- Folha de S. Paulo
No primeiro ano, governo comprometeu autonomia de instituições como Polícia Federal, universidades, Ancine e institutos ambientais
Chegamos ao fim do primeiro ano do governo Bolsonaro. Quão perto estivemos de um governo propriamente iliberal?
Se olharmos para a relação entre os Poderes, notamos que o sistema de contrapesos funcionou razoavelmente. Mas, quando olhamos para a autonomia de instituições subordinadas ao Executivo, o quadro é preocupante.
Embora não tenha agido muito proativamente, o STF pode corrigir medidas de Bolsonaro como quando manteve a demarcação de terras indígenas com a Funai, quando reverteu a extinção dos conselhos participativos e quando determinou que as empresas voltassem a publicar balanços nos jornais.
No Legislativo, vimos um Congresso independente derrubando metade das medidas provisórias apresentadas por Bolsonaro. Para efeito de comparação, Temer e Dilma no primeiro ano tiveram 30% e 20% das medidas provisórias derrubadas.
Embora o Congresso esteja alinhado com a agenda de reformas econômicas do governo, o presidente da Câmara, Rodrigo Maia, retirou da pauta todas as propostas relativas a agenda de costumes. Além disso, a Câmara impôs mudanças expressivas à reforma da Previdência, principal iniciativa legislativa do governo.
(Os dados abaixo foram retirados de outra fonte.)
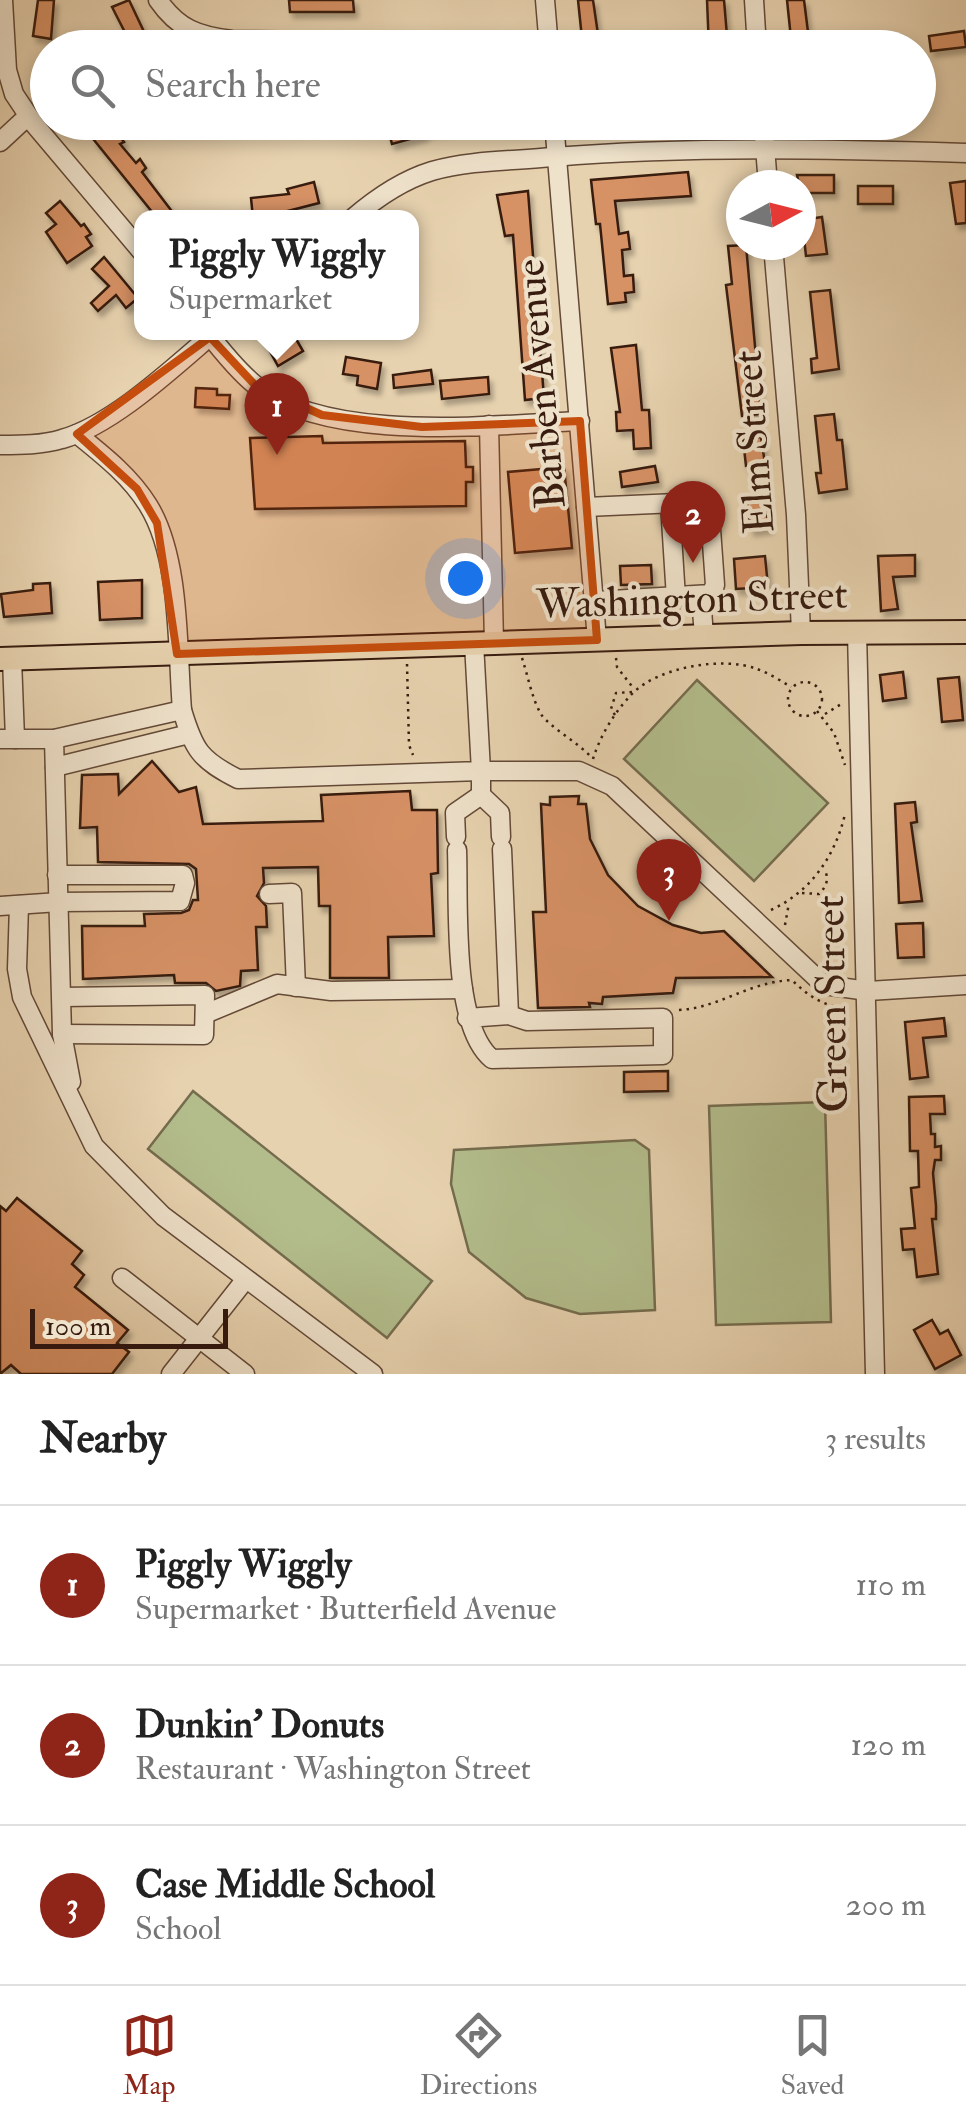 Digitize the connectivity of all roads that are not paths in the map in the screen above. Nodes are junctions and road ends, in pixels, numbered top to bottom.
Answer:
1 (2, 0) edge
2 (158, 0) edge
3 (545, 0) edge
4 (754, 0) edge
5 (184, 30) edge
6 (547, 30) edge
7 (756, 30) edge
8 (28, 116) junction
9 (30, 118) edge
10 (48, 140) edge
11 (555, 140) edge
12 (764, 140) edge
13 (0, 142) edge
14 (765, 149) junction
15 (966, 153) edge
16 (556, 157) junction
17 (767, 170) edge
18 (364, 210) edge
19 (134, 242) edge
20 (774, 260) edge
21 (204, 340) edge
22 (216, 340) edge
23 (580, 421) junction
24 (488, 425) junction
25 (76, 434) junction
26 (0, 445) edge
27 (670, 504) junction
28 (586, 507) junction
29 (701, 597) junction
30 (672, 598) junction
31 (594, 601) junction
32 (857, 632) junction
33 (966, 632) edge
34 (802, 633) junction
35 (704, 636) junction
36 (672, 638) junction
37 (597, 640) junction
38 (484, 643) junction
39 (178, 654) junction
40 (6, 659) edge
41 (182, 710) junction
42 (189, 734) junction
43 (8, 739) edge
44 (54, 739) junction
45 (55, 766) junction
46 (481, 771) junction
47 (481, 795) junction
48 (58, 875) junction
49 (269, 894) dead end
50 (58, 902) junction
51 (9, 906) edge
52 (966, 985) edge
53 (296, 986) junction
54 (463, 989) junction
55 (868, 991) junction
56 (62, 997) junction
57 (204, 1014) junction
58 (509, 1014) junction
59 (467, 1018) junction
60 (62, 1034) junction
61 (74, 1102) junction
62 (122, 1278) dead end
63 (245, 1280) junction
64 (199, 1338) junction
65 (172, 1374) edge
66 (245, 1374) edge
67 (373, 1374) edge
68 (875, 1374) edge

1 - 8 street
2 - 5 street
3 - 6 street
4 - 7 street
8 - 9 street
8 - 13 street
10 - 19 street
11 - 16 street, Barben Avenue
12 - 14 street
14 - 15 street
14 - 16 street
14 - 17 street
16 - 18 street
16 - 23 street, Barben Avenue
20 - 34 street, Elm Street
21 - 25 street
22 - 24 street
23 - 24 street
23 - 28 street, Barben Avenue
24 - 38 street
25 - 26 street
25 - 39 street
27 - 28 street
27 - 29 street
27 - 30 street
28 - 31 street, Barben Avenue
29 - 30 street
29 - 35 street
30 - 31 street
30 - 36 street
31 - 37 street, Barben Avenue
32 - 33 main road, Washington Street
32 - 34 main road, Washington Street
32 - 55 street, Green Street
34 - 35 main road, Washington Street
35 - 36 main road, Washington Street
36 - 37 main road, Washington Street
37 - 38 main road, Washington Street
38 - 39 main road, Washington Street
38 - 46 street
39 - 40 main road, Washington Street
39 - 41 street
40 - 43 street
41 - 42 street
41 - 44 street
42 - 45 street
42 - 46 street
43 - 44 street
44 - 45 street
45 - 48 street
46 - 47 street
46 - 55 street
47 - 54 street
47 - 58 street
48 - 50 street
48 - 50 street
49 - 53 street
50 - 51 street
50 - 56 street
51 - 61 street
52 - 55 street
53 - 54 street
53 - 57 street
54 - 59 street
55 - 68 street, Green Street
56 - 57 street
56 - 60 street
57 - 60 street
58 - 59 street
58 - 59 street
60 - 61 street
61 - 63 street
62 - 64 street
63 - 64 street
63 - 67 street
64 - 65 street
64 - 66 street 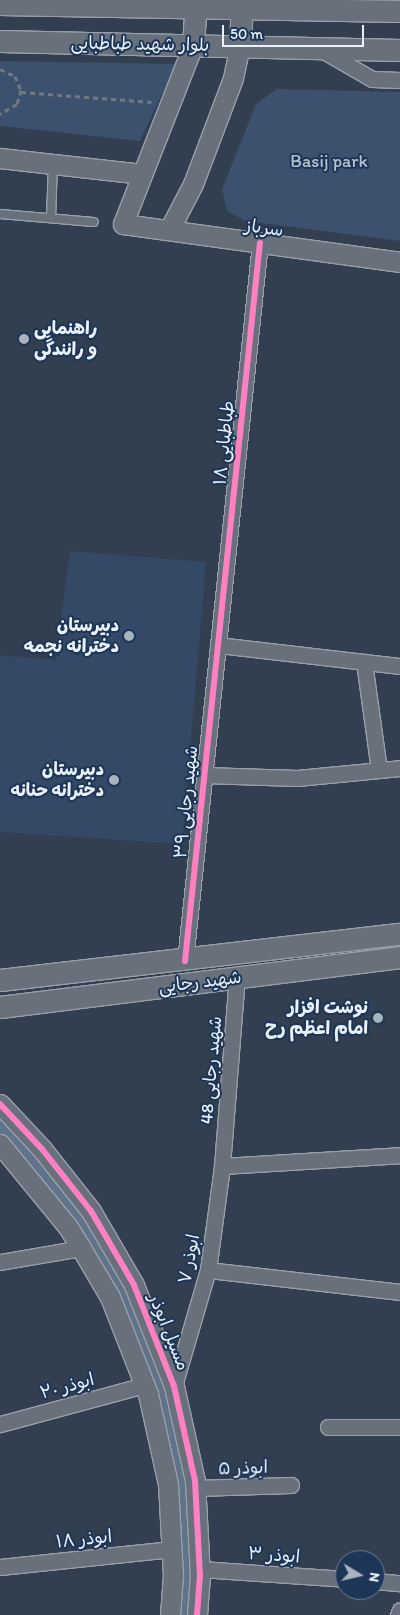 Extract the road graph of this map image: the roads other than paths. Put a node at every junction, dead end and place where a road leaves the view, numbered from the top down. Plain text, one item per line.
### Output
1 (0, 4) edge
2 (196, 4) edge
3 (242, 4) edge
4 (400, 11) edge
5 (0, 41) edge
6 (193, 45) junction
7 (240, 46) junction
8 (317, 48) junction
9 (400, 50) edge
10 (400, 80) edge
11 (0, 158) edge
12 (53, 164) junction
13 (142, 174) junction
14 (0, 214) edge
15 (51, 218) junction
16 (94, 222) dead end
17 (169, 230) junction
18 (260, 243) junction
19 (400, 262) edge
20 (218, 645) junction
21 (364, 662) junction
22 (400, 666) edge
23 (400, 768) edge
24 (379, 770) junction
25 (204, 774) junction
26 (400, 934) edge
27 (400, 956) edge
28 (184, 961) junction
29 (237, 977) junction
30 (0, 980) edge
31 (0, 1007) edge
32 (0, 1104) edge
33 (0, 1144) edge
34 (400, 1155) edge
35 (7, 1160) edge
36 (222, 1166) junction
37 (81, 1248) junction
38 (0, 1262) edge
39 (208, 1270) junction
40 (400, 1292) edge
41 (145, 1385) junction
42 (174, 1386) junction
43 (0, 1424) edge
44 (328, 1427) dead end
45 (400, 1427) edge
46 (291, 1486) dead end
47 (196, 1488) junction
48 (172, 1548) junction
49 (0, 1567) edge
50 (200, 1569) junction
51 (335, 1578) edge
52 (385, 1582) edge
53 (400, 1583) edge
54 (400, 1611) edge
55 (170, 1615) edge
56 (198, 1615) edge
57 (398, 1615) edge

1 - 2 main road, بلوار شهید طباطبایی
2 - 3 main road, بلوار شهید طباطبایی
2 - 6 main road
3 - 4 main road, بلوار شهید طباطبایی
3 - 7 main road
5 - 6 main road, بلوار شهید طباطبایی
6 - 7 main road, بلوار شهید طباطبایی
6 - 13 street
7 - 8 main road, بلوار شهید طباطبایی
7 - 17 street
8 - 9 main road, بلوار شهید طباطبایی
8 - 10 street
11 - 12 street
12 - 13 street
12 - 15 lane
13 - 17 street, سرباز
14 - 15 lane
15 - 16 lane
17 - 18 street, سرباز
18 - 19 street, سرباز
18 - 20 street, طباطبایی ۱۸
20 - 21 street
20 - 25 street, شهید رجایی ۳۹
21 - 22 street
21 - 24 street
23 - 24 street
24 - 25 street
25 - 28 street, شهید رجایی ۳۹
26 - 28 main road, شهید رجایی
27 - 29 main road, شهید رجایی
28 - 30 main road, شهید رجایی
29 - 31 main road, شهید رجایی
29 - 36 street, شهید رجایی 48
32 - 42 street, مسیل ابوذر
33 - 35 street
34 - 36 street
35 - 37 street
36 - 39 street, ابوذر ۷
37 - 38 street
37 - 41 street
39 - 40 street
39 - 42 street, ابوذر ۷
41 - 43 street, ابوذر ۲۰
41 - 48 street
42 - 47 street, مسیل ابوذر
44 - 45 street
46 - 47 street, ابوذر ۵
47 - 50 street, مسیل ابوذر
48 - 49 street, ابوذر ۱۸
48 - 55 street
50 - 51 street, ابوذر ۳
50 - 56 street, مسیل ابوذر
52 - 53 street
54 - 57 street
Porém, em órgãos subordinados ao Executivo, como a Polícia Federal, as universidades, a Ancine e entidades ambientais, a degradação institucional foi notável.
Em agosto, Bolsonaro tentou interferir na designação do superintendente da Polícia Federal no Rio de Janeiro. Como a interferência tinha motivação duvidosa e incidia sobre área sensível a sua base de apoio, Bolsonaro recuou. Outras áreas não tiveram a mesma sorte.
Na cultura, Bolsonaro defendeu que a Ancine tivesse um filtro e, em seguida, suspendeu edital para filmes LGBT com recursos do Fundo Setorial do Audiovisual.
Na educação, o presidente desrespeitou a ordem da lista tríplice em 43% das nomeações de reitores de universidades dando posse a candidatos menos votados pela comunidade acadêmica. A decisão contrariou prática de 15 anos de indicar o mais votado.
No meio ambiente, o estrago foi grande. Bolsonaro mudou todo o comando do ICMBio e do Ibama, alterou a composição do Conama e inviabilizou o Fundo Amazônia. Após Bolsonaro ser multado por pesca ilegal em Angra dos Reis, o Ibama anulou a multa, exonerou o servidor que fez a autuação e estuda mudar o estatuto da reserva.
O fenômeno contemporâneo das democracias iliberais não se caracteriza por uma mudança brusca de regime, mas por uma corrosão institucional progressiva. Sobrevivemos ao primeiro ano de governo. Ainda faltam três.
*Pablo Ortellado, professor do curso de gestão de políticas públicas da USP, é doutor em filosofia.